_PROVIDED DATA_
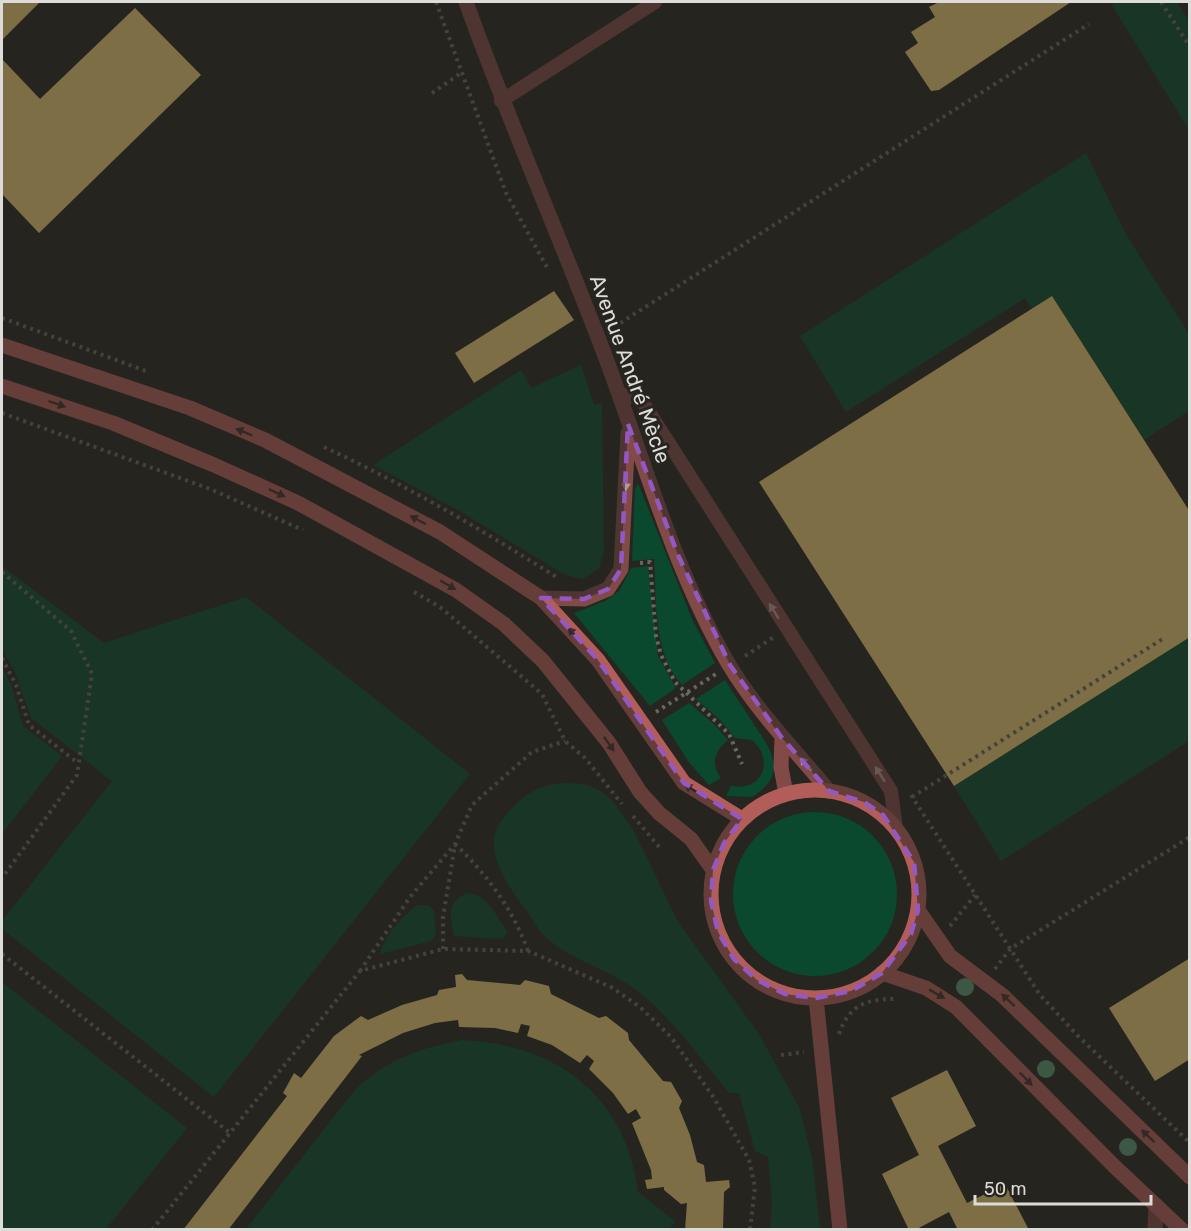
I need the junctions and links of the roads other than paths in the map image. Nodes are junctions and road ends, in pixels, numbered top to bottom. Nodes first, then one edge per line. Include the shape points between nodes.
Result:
1 (466, 2) edge
2 (655, 2) edge
3 (501, 101) junction
4 (2, 345) edge
5 (2, 386) edge
6 (620, 395) junction
7 (628, 424) junction
8 (541, 598) junction
9 (782, 738) junction
10 (829, 791) junction
11 (786, 794) junction
12 (742, 819) junction
13 (896, 829) junction
14 (713, 870) junction
15 (918, 910) junction
16 (882, 974) junction
17 (816, 998) junction
18 (1190, 1177) edge
19 (1156, 1205) junction
20 (840, 1230) edge
21 (1155, 1230) edge
22 (1182, 1230) edge

1 - 3 street, Avenue André Mècle
2 - 3 lane
3 - 6 street, Avenue André Mècle
8 -> 4 main road via 440,532 265,440 190,408
5 -> 14 main road via 113,423 214,465 298,503 456,590 504,624 543,661 609,743 640,792 691,839
6 - 7 street, Avenue André Mècle
13 -> 6 lane via 891,791 640,398
7 -> 8 street via 621,569 608,589 584,599
7 - 9 street, Avenue André Mècle via 702,613 730,665
12 -> 8 main road via 684,783 598,660
10 -> 9 street, Avenue André Mècle
9 - 11 street via 781,767
10 - 11 main road
10 - 13 main road via 864,802
11 - 12 main road via 762,804
12 - 14 main road via 724,843
13 - 15 main road via 914,862
14 - 17 main road via 711,901 715,922 734,959 757,980 785,994
15 - 16 main road via 911,934
18 -> 15 main road via 1026,1017 950,956
16 - 17 main road via 852,992
16 -> 19 main road via 926,988 956,1007
17 - 20 main road
19 - 21 street
19 - 22 main road

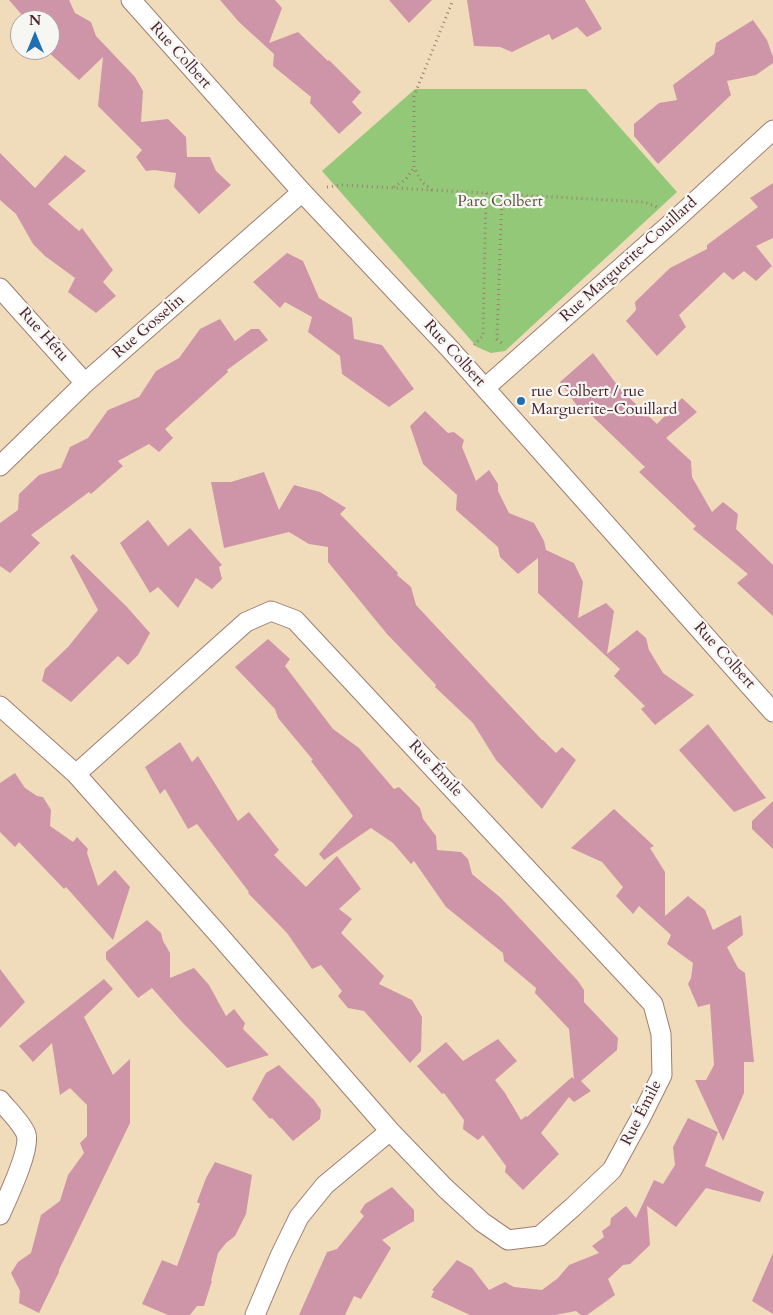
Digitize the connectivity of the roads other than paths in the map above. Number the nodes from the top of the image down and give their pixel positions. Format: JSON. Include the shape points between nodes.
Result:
{"nodes":[{"id":1,"x":131,"y":0,"type":"edge"},
{"id":2,"x":773,"y":130,"type":"edge"},
{"id":3,"x":302,"y":192,"type":"junction"},
{"id":4,"x":0,"y":288,"type":"edge"},
{"id":5,"x":85,"y":383,"type":"junction"},
{"id":6,"x":485,"y":388,"type":"junction"},
{"id":7,"x":0,"y":466,"type":"edge"},
{"id":8,"x":0,"y":706,"type":"edge"},
{"id":9,"x":773,"y":712,"type":"edge"},
{"id":10,"x":76,"y":774,"type":"junction"},
{"id":11,"x":0,"y":1100,"type":"edge"},
{"id":12,"x":390,"y":1131,"type":"junction"},
{"id":13,"x":0,"y":1215,"type":"edge"},
{"id":14,"x":255,"y":1315,"type":"edge"}],
"edges":[{"from":1,"to":3,"type":"street","name":"Rue Colbert"},
{"from":2,"to":6,"type":"street","name":"Rue Marguerite-Couillard"},
{"from":3,"to":5,"type":"street","name":"Rue Gosselin"},
{"from":3,"to":6,"type":"street","name":"Rue Colbert"},
{"from":4,"to":5,"type":"street","name":"Rue Hétu"},
{"from":5,"to":7,"type":"street","name":"Rue Gosselin"},
{"from":6,"to":9,"type":"street","name":"Rue Colbert"},
{"from":8,"to":10,"type":"street","name":"Rue Émile"},
{"from":10,"to":12,"type":"street","name":"Rue Émile"},
{"from":10,"to":12,"type":"street","name":"Rue Émile","via":[[246,622],[271,611],[295,620],[653,1004],[661,1034],[662,1075],[658,1084],[612,1170],[540,1236],[508,1240],[482,1222]]},
{"from":11,"to":13,"type":"street","via":[[26,1135],[26,1149]]},
{"from":12,"to":14,"type":"street","via":[[325,1185],[299,1217]]}]}
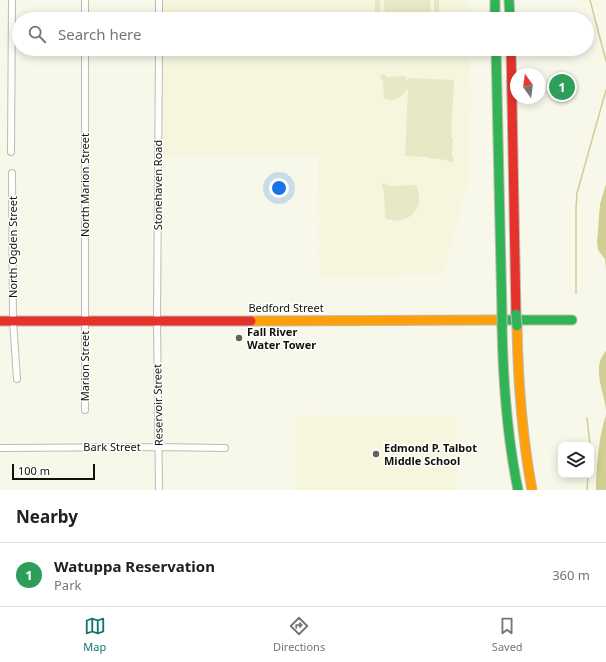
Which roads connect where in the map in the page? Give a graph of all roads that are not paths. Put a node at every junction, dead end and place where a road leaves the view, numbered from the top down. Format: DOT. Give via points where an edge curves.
graph roads {
  1 [pos="12,0"];
  2 [pos="85,0"];
  3 [pos="159,0"];
  4 [pos="495,0"];
  5 [pos="510,0"];
  6 [pos="85,12"];
  7 [pos="159,12"];
  8 [pos="495,12"];
  9 [pos="510,12"];
  10 [pos="85,56"];
  11 [pos="159,56"];
  12 [pos="496,56"];
  13 [pos="511,56"];
  14 [pos="11,152"];
  15 [pos="12,173"];
  16 [pos="157,320"];
  17 [pos="572,320"];
  18 [pos="0,321"];
  19 [pos="13,321"];
  20 [pos="85,321"];
  21 [pos="17,379"];
  22 [pos="85,410"];
  23 [pos="158,447"];
  24 [pos="0,448"];
  25 [pos="225,448"];
  26 [pos="159,490"];
  27 [pos="518,490"];
  28 [pos="532,490"];
  1 -- 14 [label="street"];
  2 -- 6 [label="street"];
  3 -- 7 [label="street"];
  4 -- 8 [label="main road"];
  5 -- 9 [label="main road"];
  10 -- 20 [label="street, North Marion Street"];
  11 -- 16 [label="street, Stonehaven Road"];
  12 -- 27 [label="main road, bridge" via="505,412"];
  13 -- 28 [label="main road, bridge" via="518,372 521,417"];
  15 -- 19 [label="street, North Ogden Street"];
  16 -- 17 [label="main road, Bedford Street"];
  16 -- 20 [label="main road, Bedford Street"];
  16 -- 23 [label="street, Reservoir Street"];
  18 -- 19 [label="main road, Bedford Street"];
  19 -- 20 [label="main road, Bedford Street"];
  19 -- 21 [label="street, North Ogden Street"];
  20 -- 22 [label="street, Marion Street"];
  23 -- 24 [label="street, Bark Street"];
  23 -- 25 [label="street, Bark Street"];
  23 -- 26 [label="street, Reservoir Street"];
}
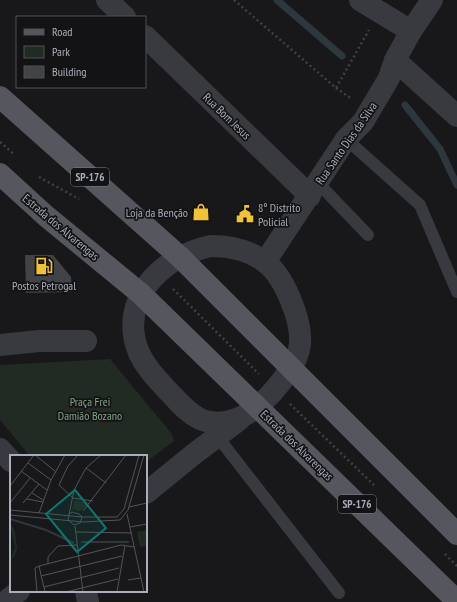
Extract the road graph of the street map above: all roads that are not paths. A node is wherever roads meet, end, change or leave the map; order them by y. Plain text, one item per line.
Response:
1 (107, 0) edge
2 (360, 0) edge
3 (432, 0) edge
4 (124, 16) edge
5 (412, 31) junction
6 (146, 37) edge
7 (392, 69) junction
8 (0, 97) edge
9 (457, 116) edge
10 (346, 139) junction
11 (0, 174) edge
12 (314, 190) junction
13 (368, 235) dead end
14 (180, 257) junction
15 (265, 262) junction
16 (457, 292) edge
17 (141, 294) junction
18 (86, 342) dead end
19 (0, 345) edge
20 (291, 367) junction
21 (189, 412) junction
22 (249, 412) junction
23 (217, 436) junction
24 (0, 449) edge
25 (194, 454) junction
26 (10, 460) edge
27 (147, 492) edge
28 (457, 534) edge
29 (19, 592) edge
30 (86, 592) edge
31 (339, 593) dead end
32 (457, 601) edge
33 (5, 602) edge
34 (88, 602) edge

1 - 4 street
2 - 5 street
3 - 5 street, Rua Santo Dias da Silva
5 - 7 street, Rua Santo Dias da Silva
6 - 12 street, Rua Bom Jesus
7 - 9 street
7 - 10 street, Rua Santo Dias da Silva
8 - 14 main road, SP-176
10 - 12 street, Rua Santo Dias da Silva
10 - 16 lane
11 - 17 main road, Estrada dos Alvarengas / SP-176
12 - 13 lane
12 - 15 street, Rua Santo Dias da Silva
14 - 15 street, Estrada dos Alvarengas
14 - 17 street, Estrada dos Alvarengas
14 - 20 main road, SP-176
15 - 20 street, Estrada dos Alvarengas
17 - 21 street, Estrada dos Alvarengas
17 - 22 main road, Estrada dos Alvarengas / SP-176
18 - 19 street
20 - 22 street, Estrada dos Alvarengas
20 - 28 main road, SP-176
21 - 22 street, Estrada dos Alvarengas
21 - 25 street
22 - 23 street
22 - 32 main road, Estrada dos Alvarengas / SP-176
23 - 25 street
23 - 31 lane
24 - 26 street
25 - 27 street
29 - 33 street
30 - 34 street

_WHAT YOU NEED TO DO_
Except for the pictures, print the data above exactly.

_TASK RESPONSE_
I need the junctions and links of the roads other than paths in the map image. Nodes are junctions and road ends, in pixels, numbered top to bottom. Nodes first, then one edge per line. Include the shape points between nodes.
Result:
1 (466, 2) edge
2 (655, 2) edge
3 (501, 101) junction
4 (2, 345) edge
5 (2, 386) edge
6 (620, 395) junction
7 (628, 424) junction
8 (541, 598) junction
9 (782, 738) junction
10 (829, 791) junction
11 (786, 794) junction
12 (742, 819) junction
13 (896, 829) junction
14 (713, 870) junction
15 (918, 910) junction
16 (882, 974) junction
17 (816, 998) junction
18 (1190, 1177) edge
19 (1156, 1205) junction
20 (840, 1230) edge
21 (1155, 1230) edge
22 (1182, 1230) edge

1 - 3 street, Avenue André Mècle
2 - 3 lane
3 - 6 street, Avenue André Mècle
8 -> 4 main road via 440,532 265,440 190,408
5 -> 14 main road via 113,423 214,465 298,503 456,590 504,624 543,661 609,743 640,792 691,839
6 - 7 street, Avenue André Mècle
13 -> 6 lane via 891,791 640,398
7 -> 8 street via 621,569 608,589 584,599
7 - 9 street, Avenue André Mècle via 702,613 730,665
12 -> 8 main road via 684,783 598,660
10 -> 9 street, Avenue André Mècle
9 - 11 street via 781,767
10 - 11 main road
10 - 13 main road via 864,802
11 - 12 main road via 762,804
12 - 14 main road via 724,843
13 - 15 main road via 914,862
14 - 17 main road via 711,901 715,922 734,959 757,980 785,994
15 - 16 main road via 911,934
18 -> 15 main road via 1026,1017 950,956
16 - 17 main road via 852,992
16 -> 19 main road via 926,988 956,1007
17 - 20 main road
19 - 21 street
19 - 22 main road

Digitize the connectivity of the roads other than paths in the map above. Number the nodes from the top of the image down and give their pixel positions. Format: JSON. Include the shape points between nodes.
Result:
{"nodes":[{"id":1,"x":131,"y":0,"type":"edge"},
{"id":2,"x":773,"y":130,"type":"edge"},
{"id":3,"x":302,"y":192,"type":"junction"},
{"id":4,"x":0,"y":288,"type":"edge"},
{"id":5,"x":85,"y":383,"type":"junction"},
{"id":6,"x":485,"y":388,"type":"junction"},
{"id":7,"x":0,"y":466,"type":"edge"},
{"id":8,"x":0,"y":706,"type":"edge"},
{"id":9,"x":773,"y":712,"type":"edge"},
{"id":10,"x":76,"y":774,"type":"junction"},
{"id":11,"x":0,"y":1100,"type":"edge"},
{"id":12,"x":390,"y":1131,"type":"junction"},
{"id":13,"x":0,"y":1215,"type":"edge"},
{"id":14,"x":255,"y":1315,"type":"edge"}],
"edges":[{"from":1,"to":3,"type":"street","name":"Rue Colbert"},
{"from":2,"to":6,"type":"street","name":"Rue Marguerite-Couillard"},
{"from":3,"to":5,"type":"street","name":"Rue Gosselin"},
{"from":3,"to":6,"type":"street","name":"Rue Colbert"},
{"from":4,"to":5,"type":"street","name":"Rue Hétu"},
{"from":5,"to":7,"type":"street","name":"Rue Gosselin"},
{"from":6,"to":9,"type":"street","name":"Rue Colbert"},
{"from":8,"to":10,"type":"street","name":"Rue Émile"},
{"from":10,"to":12,"type":"street","name":"Rue Émile"},
{"from":10,"to":12,"type":"street","name":"Rue Émile","via":[[246,622],[271,611],[295,620],[653,1004],[661,1034],[662,1075],[658,1084],[612,1170],[540,1236],[508,1240],[482,1222]]},
{"from":11,"to":13,"type":"street","via":[[26,1135],[26,1149]]},
{"from":12,"to":14,"type":"street","via":[[325,1185],[299,1217]]}]}
Which roads connect where in the map in the page? Give a graph of all roads that are not paths. Put a node at every junction, dead end and place where a road leaves the view, numbered from the top down. Format: DOT. Give via points where an edge curves.
graph roads {
  1 [pos="12,0"];
  2 [pos="85,0"];
  3 [pos="159,0"];
  4 [pos="495,0"];
  5 [pos="510,0"];
  6 [pos="85,12"];
  7 [pos="159,12"];
  8 [pos="495,12"];
  9 [pos="510,12"];
  10 [pos="85,56"];
  11 [pos="159,56"];
  12 [pos="496,56"];
  13 [pos="511,56"];
  14 [pos="11,152"];
  15 [pos="12,173"];
  16 [pos="157,320"];
  17 [pos="572,320"];
  18 [pos="0,321"];
  19 [pos="13,321"];
  20 [pos="85,321"];
  21 [pos="17,379"];
  22 [pos="85,410"];
  23 [pos="158,447"];
  24 [pos="0,448"];
  25 [pos="225,448"];
  26 [pos="159,490"];
  27 [pos="518,490"];
  28 [pos="532,490"];
  1 -- 14 [label="street"];
  2 -- 6 [label="street"];
  3 -- 7 [label="street"];
  4 -- 8 [label="main road"];
  5 -- 9 [label="main road"];
  10 -- 20 [label="street, North Marion Street"];
  11 -- 16 [label="street, Stonehaven Road"];
  12 -- 27 [label="main road, bridge" via="505,412"];
  13 -- 28 [label="main road, bridge" via="518,372 521,417"];
  15 -- 19 [label="street, North Ogden Street"];
  16 -- 17 [label="main road, Bedford Street"];
  16 -- 20 [label="main road, Bedford Street"];
  16 -- 23 [label="street, Reservoir Street"];
  18 -- 19 [label="main road, Bedford Street"];
  19 -- 20 [label="main road, Bedford Street"];
  19 -- 21 [label="street, North Ogden Street"];
  20 -- 22 [label="street, Marion Street"];
  23 -- 24 [label="street, Bark Street"];
  23 -- 25 [label="street, Bark Street"];
  23 -- 26 [label="street, Reservoir Street"];
}
Extract the road graph of the street map above: all roads that are not paths. A node is wherever roads meet, end, change or leave the map; order them by y. Plain text, one item per line.
Response:
1 (107, 0) edge
2 (360, 0) edge
3 (432, 0) edge
4 (124, 16) edge
5 (412, 31) junction
6 (146, 37) edge
7 (392, 69) junction
8 (0, 97) edge
9 (457, 116) edge
10 (346, 139) junction
11 (0, 174) edge
12 (314, 190) junction
13 (368, 235) dead end
14 (180, 257) junction
15 (265, 262) junction
16 (457, 292) edge
17 (141, 294) junction
18 (86, 342) dead end
19 (0, 345) edge
20 (291, 367) junction
21 (189, 412) junction
22 (249, 412) junction
23 (217, 436) junction
24 (0, 449) edge
25 (194, 454) junction
26 (10, 460) edge
27 (147, 492) edge
28 (457, 534) edge
29 (19, 592) edge
30 (86, 592) edge
31 (339, 593) dead end
32 (457, 601) edge
33 (5, 602) edge
34 (88, 602) edge

1 - 4 street
2 - 5 street
3 - 5 street, Rua Santo Dias da Silva
5 - 7 street, Rua Santo Dias da Silva
6 - 12 street, Rua Bom Jesus
7 - 9 street
7 - 10 street, Rua Santo Dias da Silva
8 - 14 main road, SP-176
10 - 12 street, Rua Santo Dias da Silva
10 - 16 lane
11 - 17 main road, Estrada dos Alvarengas / SP-176
12 - 13 lane
12 - 15 street, Rua Santo Dias da Silva
14 - 15 street, Estrada dos Alvarengas
14 - 17 street, Estrada dos Alvarengas
14 - 20 main road, SP-176
15 - 20 street, Estrada dos Alvarengas
17 - 21 street, Estrada dos Alvarengas
17 - 22 main road, Estrada dos Alvarengas / SP-176
18 - 19 street
20 - 22 street, Estrada dos Alvarengas
20 - 28 main road, SP-176
21 - 22 street, Estrada dos Alvarengas
21 - 25 street
22 - 23 street
22 - 32 main road, Estrada dos Alvarengas / SP-176
23 - 25 street
23 - 31 lane
24 - 26 street
25 - 27 street
29 - 33 street
30 - 34 street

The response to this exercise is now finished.